Sempre a poesia foi para mim uma perseguição do real. Um poema foi sempre um círculo traçado à roda duma coisa, um círculo onde o pássaro do real fica preso. E se a minha poesia, tendo partido do ar, do amor e da luz, evoluiu, evoluiu sempre dentro dessa busca atenta. Quem procura uma relação justa com a pedra, com a árvore, com o rio, é necessariamente levado, pelo espírito de verdade que o anima, a procurar uma relação justa com o homem. Aquele que vê o espantoso esplendor do mundo é logicamente levado a ver o espantoso sofrimento do mundo. Aquele que vê o fenómeno quer ver todo o fenómeno. É apenas uma questão de atenção, de sequência e de rigor. 


E é por isso que a poesia é uma moral. E é por isso que o poeta é levado a buscar a justiça pela própria natureza da sua poesia. E a busca da justiça é desde sempre uma coordenada fundamental de toda a obra poética. Vemos que no teatro grego o tema da justiça é a própria respiração das palavras.

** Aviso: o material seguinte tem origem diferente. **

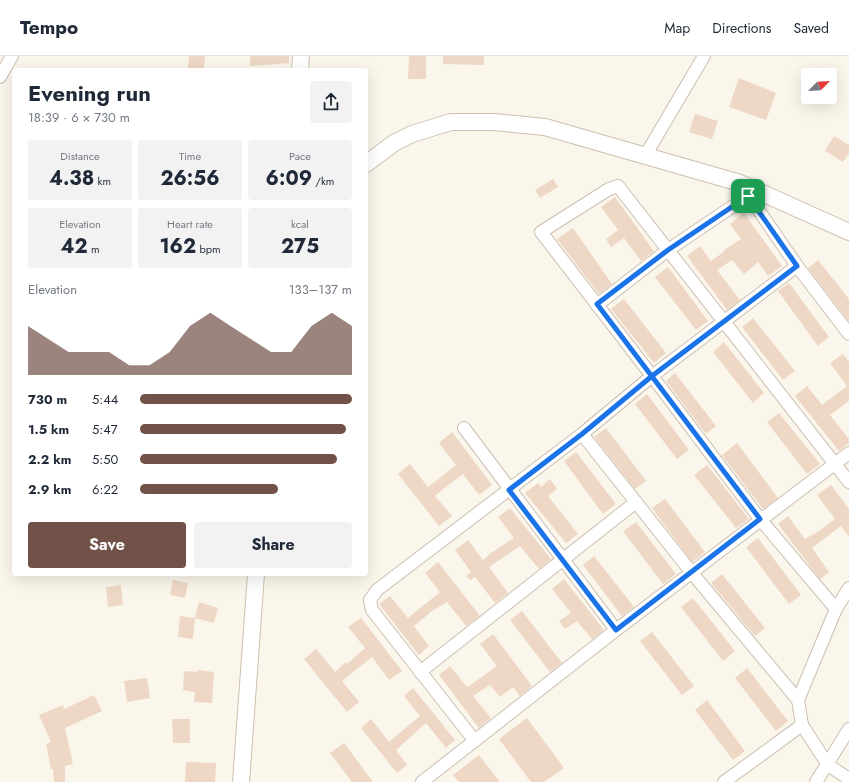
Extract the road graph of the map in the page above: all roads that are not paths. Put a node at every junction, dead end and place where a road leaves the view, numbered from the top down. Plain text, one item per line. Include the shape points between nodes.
1 (12, 56) edge
2 (301, 56) edge
3 (704, 56) edge
4 (300, 68) edge
5 (0, 77) edge
6 (644, 156) junction
7 (368, 163) edge
8 (744, 190) junction
9 (849, 232) edge
10 (668, 250) junction
11 (797, 266) junction
12 (597, 304) junction
13 (723, 323) junction
14 (849, 334) edge
15 (652, 376) junction
16 (464, 428) dead end
17 (582, 434) junction
18 (849, 453) edge
19 (835, 464) junction
20 (849, 482) edge
21 (509, 490) junction
22 (636, 502) junction
23 (760, 519) junction
24 (562, 559) junction
25 (692, 573) junction
26 (256, 576) edge
27 (849, 588) edge
28 (836, 609) junction
29 (616, 630) junction
30 (420, 672) junction
31 (798, 700) junction
32 (802, 725) junction
33 (849, 729) edge
34 (474, 740) junction
35 (828, 765) junction
36 (849, 779) edge
37 (241, 782) edge
38 (422, 782) edge
39 (724, 782) edge
40 (816, 782) edge

1 - 5 street
2 - 4 street
3 - 6 street
6 - 7 street via 545,127 494,122 451,122 412,134
6 - 8 street
8 - 9 street
8 - 10 street
8 - 11 street
10 - 12 street
10 - 12 street via 618,186 609,189 541,232
10 - 13 street
11 - 13 street
11 - 14 street
12 - 15 street
13 - 15 street
13 - 19 street
15 - 17 street
15 - 23 street
16 - 21 street
17 - 21 street
17 - 22 street
18 - 19 street
19 - 20 street
19 - 23 street
21 - 24 street
21 - 30 street via 377,590 370,600 372,610
22 - 24 street
22 - 25 street
23 - 25 street
23 - 28 street
24 - 29 street
24 - 30 street
25 - 29 street
25 - 31 street
26 - 37 street
27 - 28 street
28 - 31 street
29 - 34 street
30 - 34 street
31 - 32 street
32 - 35 street
32 - 39 street
33 - 35 street
34 - 38 street
35 - 36 street
35 - 40 street

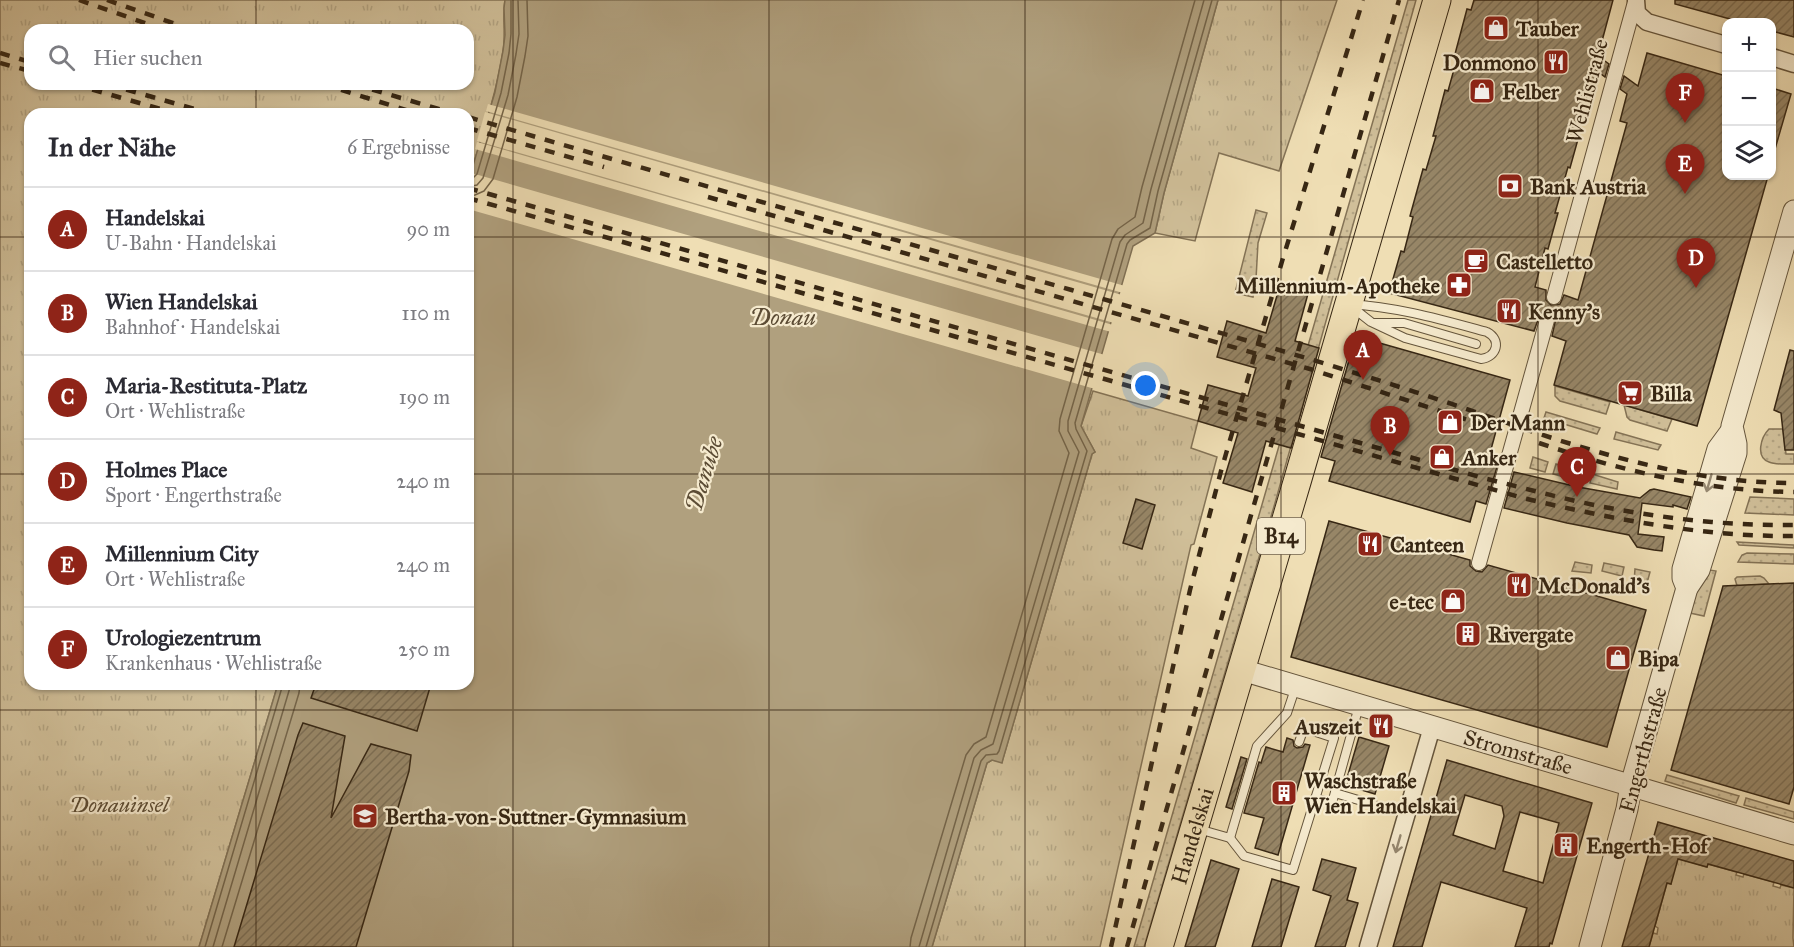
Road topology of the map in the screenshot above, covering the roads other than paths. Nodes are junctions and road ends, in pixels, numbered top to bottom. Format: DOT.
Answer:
graph roads {
  1 [pos="1437,0"];
  2 [pos="1636,0"];
  3 [pos="1722,44"];
  4 [pos="1776,58"];
  5 [pos="1794,64"];
  6 [pos="1794,212"];
  7 [pos="1554,297"];
  8 [pos="1348,304"];
  9 [pos="1376,306"];
  10 [pos="1547,320"];
  11 [pos="1371,322"];
  12 [pos="1404,323"];
  13 [pos="1476,344"];
  14 [pos="1479,563"];
  15 [pos="1242,670"];
  16 [pos="1296,686"];
  17 [pos="1359,705"];
  18 [pos="1432,727"];
  19 [pos="1299,742"];
  20 [pos="1631,786"];
  21 [pos="1335,793"];
  22 [pos="1315,798"];
  23 [pos="1375,805"];
  24 [pos="1195,828"];
  25 [pos="1794,834"];
  26 [pos="1230,838"];
  27 [pos="1266,851"];
  28 [pos="1263,861"];
  29 [pos="1159,947"];
  30 [pos="1368,947"];
  31 [pos="1590,947"];
  1 -- 8 [label="main road, Handelskai / B14"];
  2 -- 3 [label="street"];
  2 -- 7 [label="street, Wehlistraße"];
  4 -- 5 [label="street"];
  6 -- 20 [label="street, Engerthstraße"];
  8 -- 9 [label="lane"];
  8 -- 11 [label="lane"];
  8 -- 15 [label="main road, Handelskai / B14"];
  9 -- 11 [label="lane"];
  9 -- 12 [label="lane"];
  10 -- 14 [label="street"];
  11 -- 12 [label="lane"];
  12 -- 13 [label="lane"];
  15 -- 16 [label="street, Stromstraße"];
  15 -- 24 [label="main road, Handelskai / B14"];
  16 -- 17 [label="street, Stromstraße"];
  16 -- 26 [label="lane"];
  17 -- 18 [label="street, Stromstraße"];
  17 -- 21 [label="lane"];
  18 -- 20 [label="street, Stromstraße"];
  18 -- 30 [label="street, one-way"];
  19 -- 22 [label="lane"];
  20 -- 25 [label="street, Stromstraße"];
  20 -- 31 [label="street, Engerthstraße"];
  21 -- 22 [label="lane"];
  21 -- 23 [label="lane"];
  22 -- 28 [label="lane"];
  24 -- 26 [label="lane"];
  24 -- 29 [label="main road, Handelskai / B14"];
  26 -- 28 [label="lane"];
  27 -- 28 [label="lane"];
}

Diz o coro de Esquilo: "Nenhuma muralha defenderá aquele que, embriagado com a sua riqueza, derruba o altar sagrado da justiça.”. Pois a justiça se confunde com o equilíbrio das coisas, com aquela ordem do mundo onde o poeta quer integrar o seu canto. Confunde-se com aquele amor que, segundo Dante, move o Sol e os outros astros. Confunde-se com a nossa confiança na evolução do homem, confunde-se com a nossa fé no universo. Se em frente do esplendor do mundo nos alegrarmos com paixão, também em frente do sofrimento do mundo nos revoltamos com paixão. Esta lógica é íntima, interior, consequente consigo própria, necessária, fiel a si mesma. O facto de sermos feitos de louvor e protesto testemunha a unidade da nossa consciência”.


In Obra poética, volume I, Caminho


Sophia de Mello Breyner Andresen







4 comentários:

Assis Freitas disse...

tem tanta coisa tão bonita que às vezes dói,



beijo

Jorge Pimenta disse...

luíza,
neste meu regresso ao blogue [nem de regresso posso ainda verdadeiramente falar, mas, para já, apenas de aceno] conjugas dois dos maiores que as letras portuguesas alguma vez viram: sophia e eugénio. tive o privilégio de os ouvir e conhecer, em dois eventos que me marcaram para sempre.
um beijinho com saudades!

Luiza Maciel Nogueira disse...

Assis: As coisas bonitas tem essa capacidade de nos fazer chover :) um beijo

Jorge: que maravilha Jorge conhecer dois grandes desses! Qualqer dia vou querer saber tudo desse encontro - sugestão - faça uma crônica a respeito desses encontros!

beijo

Hosamis disse...

Luiza, que belas palavras encontro aqui. Não conhecia Sophia, e desejo agora ler livro que você cita. O sentimento de Sophia é o que sinto em minha essência: essa vontade tão grande de levar poesia às crianças, essa vontade que traduzo também por necessidade de meu ser de fazer justiça, de preencher a lacuna deixada pelo descaso à poesia levando-a às crianças nas escolas...é algo tão forte em meu ser que não conseguiria explicar, por isso desejo apenas agir. Bjs e obrigada por me apresentar Sophia.